Combining Data Mining Models

Here is a little summary of the possible way of combining multiple models for Data Mining (I use as first resource the "Data Mining" Book from Ian H. Witten und Eibe Frank):
  • Bagging
  • Bagging with costs
  • Randomization
  • Boosting
  • Additive regression
  • Additive logistic regression
  • Option trees
  • Logistic model trees
  • Stacking
  • Error correcting output codes

Bagging

The principle of Bagging is to let create a number of models for a training set, and use the class returned the most frequently for a specific instance for each of these models. In other word, it is important that the different model return the same set of possible class output.

Bagging with costs

This extension of the Bagging approach uses a cost model. It is particularly useful when the predictions made by the models used in the bagging provide probabilities telling how likely is to be exact.

Randomization

The idea here is to introduce some kind of randomization in the model creation in order to create different models. Depending on the stability of the process, a certain class can then be chosen as prediction.

Boosting

Similarly to the bagging approach, boosting tries to create models as a kind of cascade, each model is built with the purpose of classifying better the instances which have not been suitably classified by previous models.
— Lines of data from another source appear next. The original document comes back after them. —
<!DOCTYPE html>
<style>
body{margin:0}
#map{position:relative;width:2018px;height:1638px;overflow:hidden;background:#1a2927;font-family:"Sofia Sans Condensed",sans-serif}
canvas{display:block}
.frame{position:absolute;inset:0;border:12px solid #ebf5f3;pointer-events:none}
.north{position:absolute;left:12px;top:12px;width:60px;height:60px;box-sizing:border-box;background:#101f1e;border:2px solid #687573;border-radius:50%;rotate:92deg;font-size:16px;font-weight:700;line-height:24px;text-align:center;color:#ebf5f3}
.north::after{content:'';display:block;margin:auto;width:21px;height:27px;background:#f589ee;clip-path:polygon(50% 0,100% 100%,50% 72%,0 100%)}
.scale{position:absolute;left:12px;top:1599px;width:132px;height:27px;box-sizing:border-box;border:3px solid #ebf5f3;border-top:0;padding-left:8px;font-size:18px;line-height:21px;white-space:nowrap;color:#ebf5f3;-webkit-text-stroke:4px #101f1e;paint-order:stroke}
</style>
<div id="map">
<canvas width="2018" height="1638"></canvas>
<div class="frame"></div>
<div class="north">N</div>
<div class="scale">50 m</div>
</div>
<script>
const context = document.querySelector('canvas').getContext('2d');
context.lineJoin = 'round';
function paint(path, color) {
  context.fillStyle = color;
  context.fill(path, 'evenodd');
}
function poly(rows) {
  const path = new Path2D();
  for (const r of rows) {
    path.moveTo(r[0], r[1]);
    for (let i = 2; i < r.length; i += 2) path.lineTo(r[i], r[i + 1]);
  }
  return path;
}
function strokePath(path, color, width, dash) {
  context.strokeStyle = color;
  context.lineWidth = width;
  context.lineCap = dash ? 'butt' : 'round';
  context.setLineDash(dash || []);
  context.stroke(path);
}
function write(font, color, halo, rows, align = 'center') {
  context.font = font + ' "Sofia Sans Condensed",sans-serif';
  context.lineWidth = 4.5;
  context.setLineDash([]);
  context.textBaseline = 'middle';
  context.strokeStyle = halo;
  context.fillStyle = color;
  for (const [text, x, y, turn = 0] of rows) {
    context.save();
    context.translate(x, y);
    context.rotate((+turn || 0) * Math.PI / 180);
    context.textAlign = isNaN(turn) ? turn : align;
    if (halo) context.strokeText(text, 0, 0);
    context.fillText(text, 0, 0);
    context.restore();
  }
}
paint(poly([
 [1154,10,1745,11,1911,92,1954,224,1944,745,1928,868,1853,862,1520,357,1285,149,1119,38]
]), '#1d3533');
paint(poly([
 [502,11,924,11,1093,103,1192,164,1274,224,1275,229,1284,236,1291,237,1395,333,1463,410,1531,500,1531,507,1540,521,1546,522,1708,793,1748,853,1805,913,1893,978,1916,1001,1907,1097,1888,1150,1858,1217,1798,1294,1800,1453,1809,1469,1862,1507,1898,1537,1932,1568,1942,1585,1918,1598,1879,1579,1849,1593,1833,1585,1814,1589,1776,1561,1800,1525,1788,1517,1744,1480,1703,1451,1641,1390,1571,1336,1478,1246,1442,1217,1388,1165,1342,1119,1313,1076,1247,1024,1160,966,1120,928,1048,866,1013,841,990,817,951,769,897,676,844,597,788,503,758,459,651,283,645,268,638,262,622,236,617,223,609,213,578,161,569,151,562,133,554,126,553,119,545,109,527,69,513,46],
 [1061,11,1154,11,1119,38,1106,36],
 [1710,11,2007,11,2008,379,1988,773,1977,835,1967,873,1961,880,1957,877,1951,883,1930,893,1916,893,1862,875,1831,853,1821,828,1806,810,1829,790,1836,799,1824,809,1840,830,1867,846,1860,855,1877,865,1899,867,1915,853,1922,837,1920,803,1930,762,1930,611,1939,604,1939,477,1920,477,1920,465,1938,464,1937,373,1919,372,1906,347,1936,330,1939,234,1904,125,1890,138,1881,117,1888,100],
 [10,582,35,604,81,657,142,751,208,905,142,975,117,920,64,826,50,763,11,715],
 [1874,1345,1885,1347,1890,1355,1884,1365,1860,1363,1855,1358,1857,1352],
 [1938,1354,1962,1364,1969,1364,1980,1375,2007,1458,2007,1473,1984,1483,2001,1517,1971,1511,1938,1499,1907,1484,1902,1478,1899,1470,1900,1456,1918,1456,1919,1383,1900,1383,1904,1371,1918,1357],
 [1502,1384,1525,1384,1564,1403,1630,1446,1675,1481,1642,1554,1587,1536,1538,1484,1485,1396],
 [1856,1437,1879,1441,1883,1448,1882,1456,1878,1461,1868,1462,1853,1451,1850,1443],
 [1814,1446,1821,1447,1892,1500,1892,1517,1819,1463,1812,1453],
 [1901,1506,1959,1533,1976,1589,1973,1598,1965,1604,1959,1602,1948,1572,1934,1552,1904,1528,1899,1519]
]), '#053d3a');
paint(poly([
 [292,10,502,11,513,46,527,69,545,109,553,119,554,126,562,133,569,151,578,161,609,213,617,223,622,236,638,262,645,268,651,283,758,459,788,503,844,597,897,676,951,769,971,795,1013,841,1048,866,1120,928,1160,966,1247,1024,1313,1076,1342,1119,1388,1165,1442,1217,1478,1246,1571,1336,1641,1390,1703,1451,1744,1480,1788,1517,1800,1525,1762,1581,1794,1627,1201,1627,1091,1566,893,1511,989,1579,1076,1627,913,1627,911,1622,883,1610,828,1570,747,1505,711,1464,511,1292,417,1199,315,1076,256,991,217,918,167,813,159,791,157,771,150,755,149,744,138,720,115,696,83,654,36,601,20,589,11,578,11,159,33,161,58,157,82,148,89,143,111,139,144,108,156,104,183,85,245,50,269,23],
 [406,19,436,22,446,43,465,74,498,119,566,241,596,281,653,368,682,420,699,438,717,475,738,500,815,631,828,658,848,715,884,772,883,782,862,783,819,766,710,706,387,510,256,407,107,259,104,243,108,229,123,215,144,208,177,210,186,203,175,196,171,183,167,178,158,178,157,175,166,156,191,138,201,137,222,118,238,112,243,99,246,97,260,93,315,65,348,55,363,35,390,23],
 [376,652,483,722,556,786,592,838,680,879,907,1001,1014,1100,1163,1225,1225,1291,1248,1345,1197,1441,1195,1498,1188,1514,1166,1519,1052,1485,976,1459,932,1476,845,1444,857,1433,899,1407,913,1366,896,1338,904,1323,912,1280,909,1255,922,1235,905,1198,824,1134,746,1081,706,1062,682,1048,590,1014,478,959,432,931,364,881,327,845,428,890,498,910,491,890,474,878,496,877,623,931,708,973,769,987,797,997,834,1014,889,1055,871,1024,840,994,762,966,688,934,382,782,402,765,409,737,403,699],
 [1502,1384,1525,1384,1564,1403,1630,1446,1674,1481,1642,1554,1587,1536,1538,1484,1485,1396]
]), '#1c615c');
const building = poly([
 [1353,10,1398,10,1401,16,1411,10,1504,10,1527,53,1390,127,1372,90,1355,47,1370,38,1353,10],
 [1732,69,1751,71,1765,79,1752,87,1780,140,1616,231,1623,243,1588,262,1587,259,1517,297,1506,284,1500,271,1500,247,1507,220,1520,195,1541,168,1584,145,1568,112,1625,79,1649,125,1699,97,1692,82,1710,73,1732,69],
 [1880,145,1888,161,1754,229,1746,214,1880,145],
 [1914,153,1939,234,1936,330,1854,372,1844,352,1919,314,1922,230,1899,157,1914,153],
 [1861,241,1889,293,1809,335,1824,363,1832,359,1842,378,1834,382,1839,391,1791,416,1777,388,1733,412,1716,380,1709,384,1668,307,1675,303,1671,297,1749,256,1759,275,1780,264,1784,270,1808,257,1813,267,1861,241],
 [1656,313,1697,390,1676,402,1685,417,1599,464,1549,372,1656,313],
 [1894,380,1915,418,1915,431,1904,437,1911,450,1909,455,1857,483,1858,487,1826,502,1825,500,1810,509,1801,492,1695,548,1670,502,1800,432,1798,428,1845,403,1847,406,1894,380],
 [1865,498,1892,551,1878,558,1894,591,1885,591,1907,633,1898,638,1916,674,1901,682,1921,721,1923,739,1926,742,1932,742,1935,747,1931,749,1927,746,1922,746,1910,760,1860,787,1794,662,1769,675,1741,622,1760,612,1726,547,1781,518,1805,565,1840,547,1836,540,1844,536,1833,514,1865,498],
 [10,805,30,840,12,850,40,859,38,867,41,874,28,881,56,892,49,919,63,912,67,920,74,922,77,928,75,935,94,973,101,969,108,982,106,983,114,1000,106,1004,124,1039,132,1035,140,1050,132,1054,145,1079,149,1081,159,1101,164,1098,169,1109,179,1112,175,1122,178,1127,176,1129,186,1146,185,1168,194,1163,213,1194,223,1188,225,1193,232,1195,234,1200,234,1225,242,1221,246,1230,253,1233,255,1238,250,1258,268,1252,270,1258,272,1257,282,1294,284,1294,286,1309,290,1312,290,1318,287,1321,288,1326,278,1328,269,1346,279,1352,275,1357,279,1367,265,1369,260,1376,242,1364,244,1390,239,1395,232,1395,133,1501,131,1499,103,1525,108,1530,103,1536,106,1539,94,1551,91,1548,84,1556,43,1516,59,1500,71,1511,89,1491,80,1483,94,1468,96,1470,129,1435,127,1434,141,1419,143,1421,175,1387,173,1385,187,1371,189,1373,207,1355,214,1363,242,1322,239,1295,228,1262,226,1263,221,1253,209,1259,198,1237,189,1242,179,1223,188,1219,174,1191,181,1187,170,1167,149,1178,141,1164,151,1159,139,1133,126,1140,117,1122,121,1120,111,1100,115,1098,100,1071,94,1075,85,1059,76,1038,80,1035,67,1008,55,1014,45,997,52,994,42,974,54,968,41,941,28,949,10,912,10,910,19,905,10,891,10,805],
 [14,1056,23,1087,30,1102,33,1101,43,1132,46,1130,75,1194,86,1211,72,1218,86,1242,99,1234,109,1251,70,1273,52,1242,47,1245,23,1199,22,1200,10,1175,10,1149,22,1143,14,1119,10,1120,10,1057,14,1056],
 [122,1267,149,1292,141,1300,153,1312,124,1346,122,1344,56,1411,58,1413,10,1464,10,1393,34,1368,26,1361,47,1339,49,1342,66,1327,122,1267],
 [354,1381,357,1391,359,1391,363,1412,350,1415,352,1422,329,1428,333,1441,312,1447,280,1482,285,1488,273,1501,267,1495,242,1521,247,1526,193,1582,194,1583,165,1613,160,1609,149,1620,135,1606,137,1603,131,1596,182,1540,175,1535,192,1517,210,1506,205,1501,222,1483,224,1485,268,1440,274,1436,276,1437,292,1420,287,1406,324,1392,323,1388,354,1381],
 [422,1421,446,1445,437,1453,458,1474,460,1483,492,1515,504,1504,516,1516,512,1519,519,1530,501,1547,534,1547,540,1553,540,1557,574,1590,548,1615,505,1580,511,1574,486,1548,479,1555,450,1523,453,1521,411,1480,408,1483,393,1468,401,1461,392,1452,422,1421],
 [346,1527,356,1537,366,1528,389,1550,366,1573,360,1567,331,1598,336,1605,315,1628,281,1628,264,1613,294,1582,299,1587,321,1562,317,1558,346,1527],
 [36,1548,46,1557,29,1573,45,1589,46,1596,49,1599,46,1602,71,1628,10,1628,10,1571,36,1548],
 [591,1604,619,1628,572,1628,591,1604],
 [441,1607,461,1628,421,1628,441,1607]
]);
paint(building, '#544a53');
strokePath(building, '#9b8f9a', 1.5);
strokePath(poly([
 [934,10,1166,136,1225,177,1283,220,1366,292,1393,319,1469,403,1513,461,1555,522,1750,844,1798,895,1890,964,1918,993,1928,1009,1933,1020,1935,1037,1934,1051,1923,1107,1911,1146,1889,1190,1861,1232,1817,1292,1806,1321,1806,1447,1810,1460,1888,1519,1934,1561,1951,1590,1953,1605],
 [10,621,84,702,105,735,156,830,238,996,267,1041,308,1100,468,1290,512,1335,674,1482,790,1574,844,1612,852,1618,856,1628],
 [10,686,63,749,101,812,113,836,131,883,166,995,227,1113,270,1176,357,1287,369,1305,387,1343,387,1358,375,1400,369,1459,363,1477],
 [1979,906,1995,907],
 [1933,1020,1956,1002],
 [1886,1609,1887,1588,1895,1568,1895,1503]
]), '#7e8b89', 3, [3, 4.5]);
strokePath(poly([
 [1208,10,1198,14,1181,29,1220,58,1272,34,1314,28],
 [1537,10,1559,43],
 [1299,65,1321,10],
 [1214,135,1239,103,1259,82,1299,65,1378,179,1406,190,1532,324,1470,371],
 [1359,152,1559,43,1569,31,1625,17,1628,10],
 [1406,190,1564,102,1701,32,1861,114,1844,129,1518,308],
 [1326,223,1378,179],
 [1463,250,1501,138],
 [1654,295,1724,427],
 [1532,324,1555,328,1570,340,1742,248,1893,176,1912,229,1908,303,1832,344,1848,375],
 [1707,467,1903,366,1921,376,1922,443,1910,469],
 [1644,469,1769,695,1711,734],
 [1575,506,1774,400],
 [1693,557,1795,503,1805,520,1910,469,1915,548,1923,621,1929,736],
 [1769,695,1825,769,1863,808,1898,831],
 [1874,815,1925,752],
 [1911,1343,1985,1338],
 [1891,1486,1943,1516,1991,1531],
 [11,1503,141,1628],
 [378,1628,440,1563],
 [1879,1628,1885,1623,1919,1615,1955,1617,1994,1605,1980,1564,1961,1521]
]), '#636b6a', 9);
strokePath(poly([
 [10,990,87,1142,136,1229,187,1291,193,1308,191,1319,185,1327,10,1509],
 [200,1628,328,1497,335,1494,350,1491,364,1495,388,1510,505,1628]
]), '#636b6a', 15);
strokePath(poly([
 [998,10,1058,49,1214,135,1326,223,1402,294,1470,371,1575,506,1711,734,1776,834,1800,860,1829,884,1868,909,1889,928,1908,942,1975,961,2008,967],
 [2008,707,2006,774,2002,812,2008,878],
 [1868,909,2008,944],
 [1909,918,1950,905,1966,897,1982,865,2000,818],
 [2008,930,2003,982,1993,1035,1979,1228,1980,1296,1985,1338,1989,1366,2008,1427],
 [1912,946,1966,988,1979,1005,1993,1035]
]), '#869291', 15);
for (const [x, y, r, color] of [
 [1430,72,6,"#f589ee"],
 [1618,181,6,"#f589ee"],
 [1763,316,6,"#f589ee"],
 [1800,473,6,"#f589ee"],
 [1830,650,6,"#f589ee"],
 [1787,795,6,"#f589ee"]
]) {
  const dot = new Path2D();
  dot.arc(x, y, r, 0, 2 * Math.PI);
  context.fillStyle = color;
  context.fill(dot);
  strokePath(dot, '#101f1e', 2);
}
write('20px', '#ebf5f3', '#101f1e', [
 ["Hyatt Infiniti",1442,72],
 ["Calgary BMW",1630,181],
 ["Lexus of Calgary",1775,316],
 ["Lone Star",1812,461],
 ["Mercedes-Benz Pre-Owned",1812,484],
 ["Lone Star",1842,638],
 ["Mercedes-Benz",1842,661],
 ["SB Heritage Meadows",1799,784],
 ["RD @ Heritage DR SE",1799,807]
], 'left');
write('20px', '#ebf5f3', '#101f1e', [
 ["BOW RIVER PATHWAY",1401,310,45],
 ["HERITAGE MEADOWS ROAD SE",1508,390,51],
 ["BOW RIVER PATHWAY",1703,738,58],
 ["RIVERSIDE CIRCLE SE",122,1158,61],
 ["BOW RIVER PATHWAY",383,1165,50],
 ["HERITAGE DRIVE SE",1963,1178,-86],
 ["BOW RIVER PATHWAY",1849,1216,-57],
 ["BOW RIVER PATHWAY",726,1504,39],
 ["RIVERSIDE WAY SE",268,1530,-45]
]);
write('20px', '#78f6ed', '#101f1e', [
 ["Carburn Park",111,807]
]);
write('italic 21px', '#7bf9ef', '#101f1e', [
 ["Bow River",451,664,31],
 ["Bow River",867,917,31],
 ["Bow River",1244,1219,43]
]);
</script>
This is a type of forward stagewise additive modelling

Additive regression

The additive regression is alse a kind of forward stagewise additive modelling which is suitable for numeric prediction with regression. Here again the principe is to use a serie of regressions which try to classify better the elements which were incorrectly classified.

Additive logistic regression

This type of regression is an adapation of the previous combination approach but for logistic regression.

Option trees

I still have to describe this but the concept is quite simple

Logistic model trees

I still have to describe this but the concept is quite simple

Stacking

The purpose of stacking is to combine different types of models which might not have the same labels. In order to achieve this, a meta learner is introduced. A number of models are built for the data. A meta learner, i.e a model which decides from the learning output of other learners, created in order to classify and adapt to all the models from the first phase.

Error correcting output codes

I still have to describe this but the concept is quite simple

Of course, all these mechanisms have been implemented in Weka.